Lieutenant-Fieldmarshal of the Reserve Ratz, a respected general who enjoys the confidence of the entire right wing opposition, and who seems certain to be acceptable to the Regent as Prime Minister.

Lieutenant-Fieldmarshal Ruszkay, a highly qualified soldier of pure German descent, who enjoys the very highest respect of the officer class, and who, on taking over the Honved Ministry, would be a certain guarantee that Hungary's military forces would stand unconditionally at the side of the Reich.

The former Prime Minister Imredy, a man of great qualities as an economic leader and financial expert, who meets with very great approval, particularly among the Hungarian intelligentsia.

Major General of the Reserve Baky (deputy Kr), one of the organizers of the Hungarian gendarmerie, who are generally and quite rightly looked upon as being the surest instrument for peace and order, and who have, at the same time, always been entirely sympathetic to Germany.
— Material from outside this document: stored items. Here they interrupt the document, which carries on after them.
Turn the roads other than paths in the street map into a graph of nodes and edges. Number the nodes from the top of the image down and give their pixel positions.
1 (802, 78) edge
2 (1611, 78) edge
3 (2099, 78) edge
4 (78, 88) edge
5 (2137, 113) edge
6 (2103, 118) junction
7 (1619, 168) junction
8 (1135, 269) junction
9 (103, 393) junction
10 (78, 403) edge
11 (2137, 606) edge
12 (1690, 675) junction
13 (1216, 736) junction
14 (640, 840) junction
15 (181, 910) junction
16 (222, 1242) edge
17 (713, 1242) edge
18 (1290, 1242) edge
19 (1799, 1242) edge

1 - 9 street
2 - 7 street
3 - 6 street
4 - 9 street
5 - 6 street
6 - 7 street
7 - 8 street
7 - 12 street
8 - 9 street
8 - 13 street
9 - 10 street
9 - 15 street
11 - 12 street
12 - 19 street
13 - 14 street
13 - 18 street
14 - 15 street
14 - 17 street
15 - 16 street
A number of popular party leaders of the right wing, as well as acknowledged experts, would also immediately be at our disposal (passage from (x) sidelined by F.).

(+ +) Conclusion.

I dare say that such an attempt could, through my collaboration, bring about a government consisting of the above-named people within 3 days. The military undertaking (transports to the Eastern Front) will make its own contribution towards this. The Troian method remains assured, but so does our good reputation as well.
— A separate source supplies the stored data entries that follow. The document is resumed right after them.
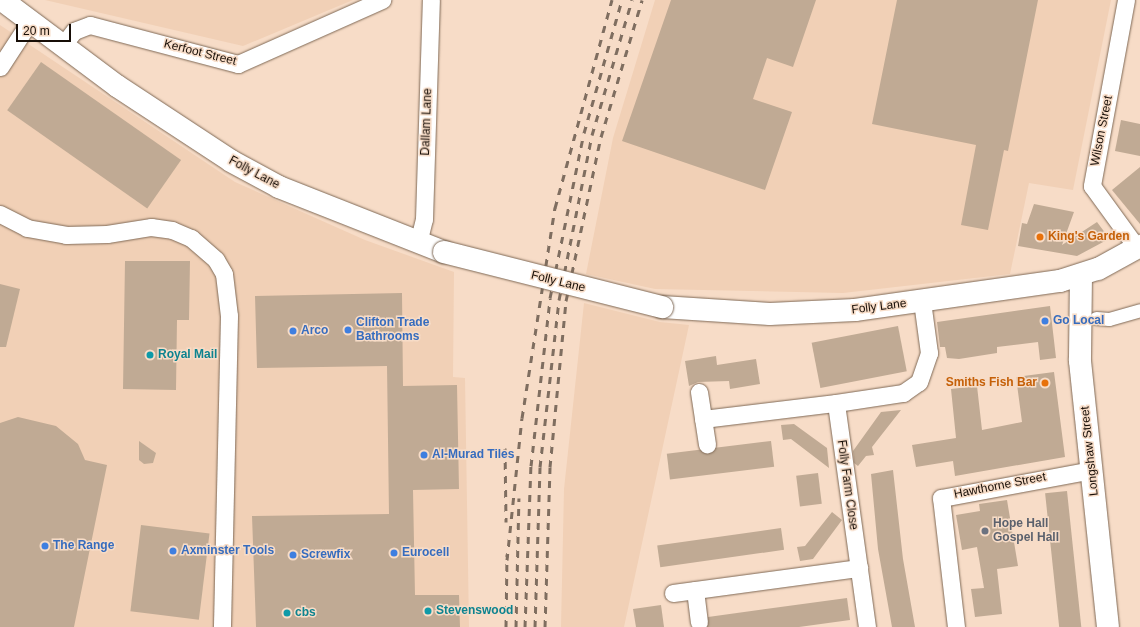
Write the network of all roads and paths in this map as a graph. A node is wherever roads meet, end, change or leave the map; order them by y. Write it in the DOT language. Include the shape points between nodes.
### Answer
graph roads {
  1 [pos="2,0"];
  2 [pos="382,0"];
  3 [pos="431,0"];
  4 [pos="1126,0"];
  5 [pos="30,21"];
  6 [pos="63,45"];
  7 [pos="0,67"];
  8 [pos="0,214"];
  9 [pos="418,243"];
  10 [pos="1139,247"];
  11 [pos="1081,275"];
  12 [pos="922,301"];
  13 [pos="1140,310"];
  14 [pos="1096,318"];
  15 [pos="699,392"];
  16 [pos="836,403"];
  17 [pos="703,419"];
  18 [pos="706,444"];
  19 [pos="1092,470"];
  20 [pos="858,568"];
  21 [pos="695,590"];
  22 [pos="673,594"];
  23 [pos="698,622"];
  24 [pos="222,627"];
  25 [pos="867,627"];
  26 [pos="956,627"];
  27 [pos="1108,627"];
  1 -- 5 [label="street"];
  2 -- 6 [label="street, Kerfoot Street" via="238,64 90,25 74,31"];
  3 -- 9 [label="street, Dallam Lane" via="424,219"];
  4 -- 10 [label="street, Wilson Street" via="1092,186"];
  5 -- 6 [label="street, Folly Lane"];
  5 -- 7 [label="street"];
  6 -- 9 [label="street, Folly Lane" via="117,86 231,161 279,187"];
  8 -- 24 [label="street" via="27,228 66,235 107,234 151,228 172,230 191,238 216,260 224,274 229,316"];
  9 -- 12 [label="street, Folly Lane, bridge" via="444,252 662,307 770,314 855,310"];
  10 -- 11 [label="street, Folly Lane"];
  11 -- 12 [label="street, Folly Lane" via="1042,285"];
  11 -- 19 [label="street, Longshaw Street" via="1080,360"];
  12 -- 16 [label="street" via="929,353 919,382 903,393"];
  13 -- 14 [label="street" via="1109,319"];
  15 -- 17 [label="street"];
  16 -- 17 [label="street"];
  16 -- 20 [label="street, Folly Farm Close"];
  17 -- 18 [label="street"];
  19 -- 26 [label="street, Hawthorne Street" via="941,498"];
  19 -- 27 [label="street, Longshaw Street"];
  20 -- 21 [label="street"];
  20 -- 25 [label="street, Folly Farm Close"];
  21 -- 22 [label="street"];
  21 -- 23 [label="street"];
}
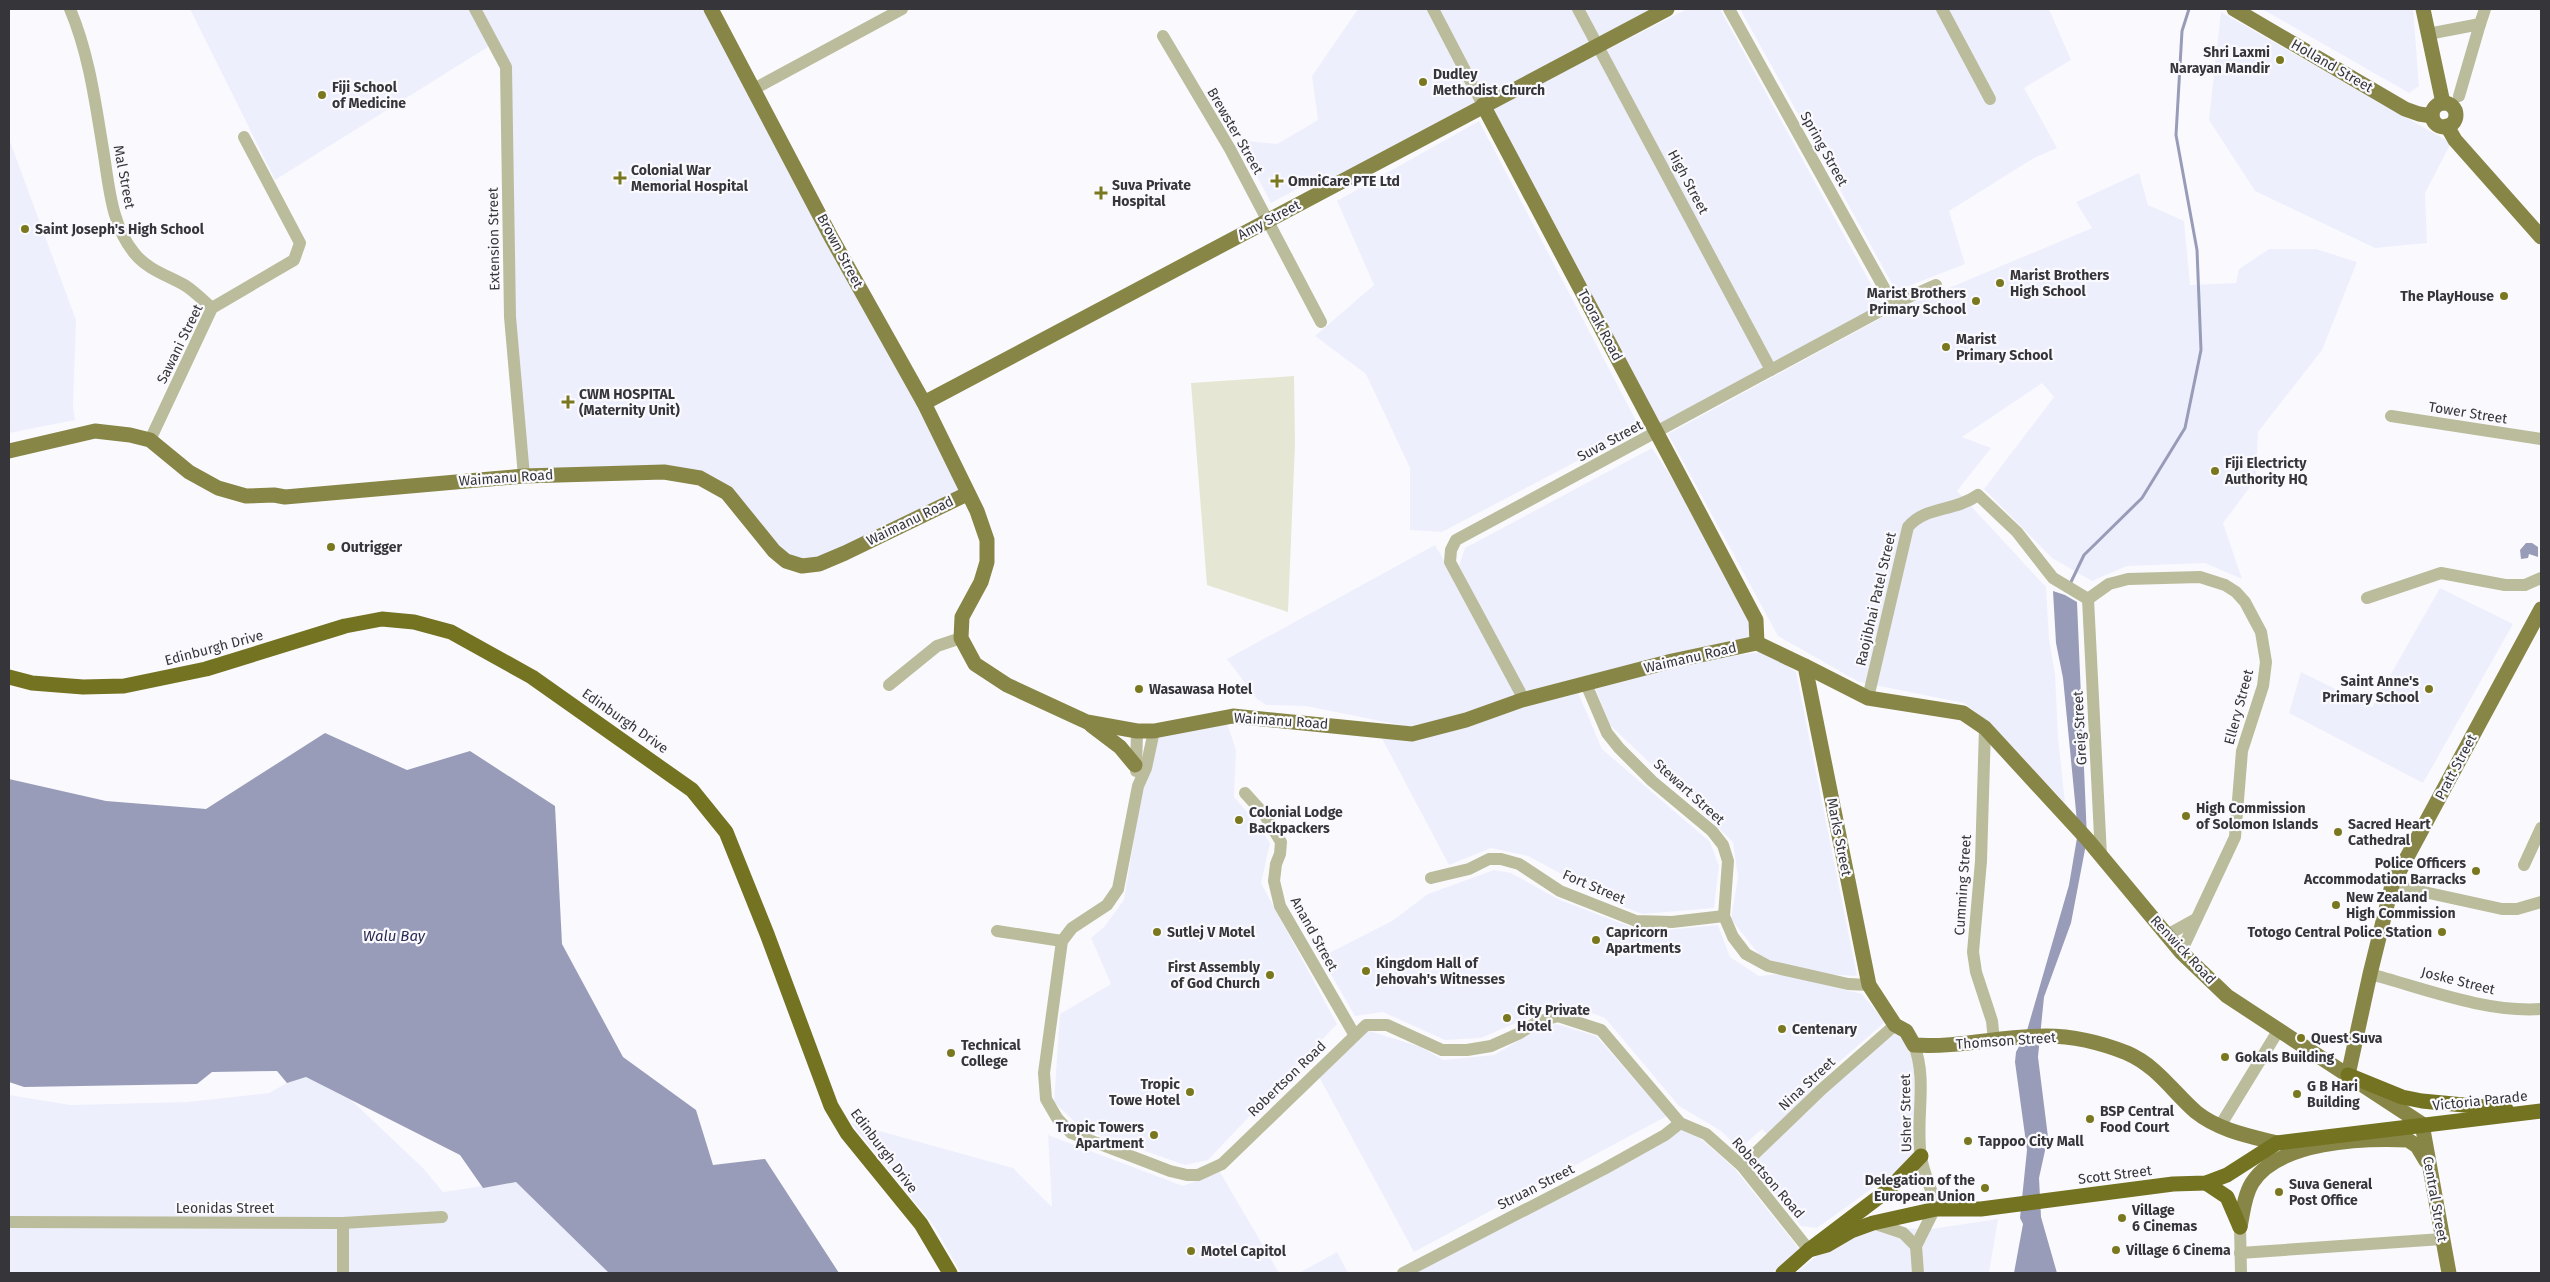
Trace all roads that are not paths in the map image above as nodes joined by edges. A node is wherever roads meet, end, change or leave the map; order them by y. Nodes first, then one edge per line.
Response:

The discussions taken down on the 13.3 did not even become a "D-day."

It rests with the (?) and the "proofs"! (+ + K.).

DOCUMENT 7

THE PROVISIONAL NATIONAL GOVERNMENT ELECTED BY THE PROVISIONAL NATIONAL ASSEMBLY ON DECEMBER 22, 1944. 1

Prime Minister: Bela Dalnoki Miklos (non-party man)2

Minister of Interior: Dr. Ferenc Erdei (Peasant Party)3

Minister of Finance: Dr. Istvan Vasary (Smallholder Party)

Minister for Foreign Affairs: Dr. Janos Gyongyosi (Smallholder Party)

Minister of Religion and Public Instruction: Count Geza Teleki (non- party man)4

Minister of National Defense: Janos Voros (non-party man)5

Minister of Agriculture: Imre Nagy (Communist Party)6

---------1 Foreign Minister Molotov presented the same list to the first Hungarian armistice delegation and to the Hungarian Generals on December 6, 1944.

2 Former Commander-in-Chief of the First Hungarian Army.

3 As it turned out later Ferenc Erdei was a crypto-Communist.

4 Son of the late Prime Minister Count Paul Teleki, Professor of Geography and member of the first Hungarian armistice delegation. For a short period in 1945 President of the Civic Democratic Party.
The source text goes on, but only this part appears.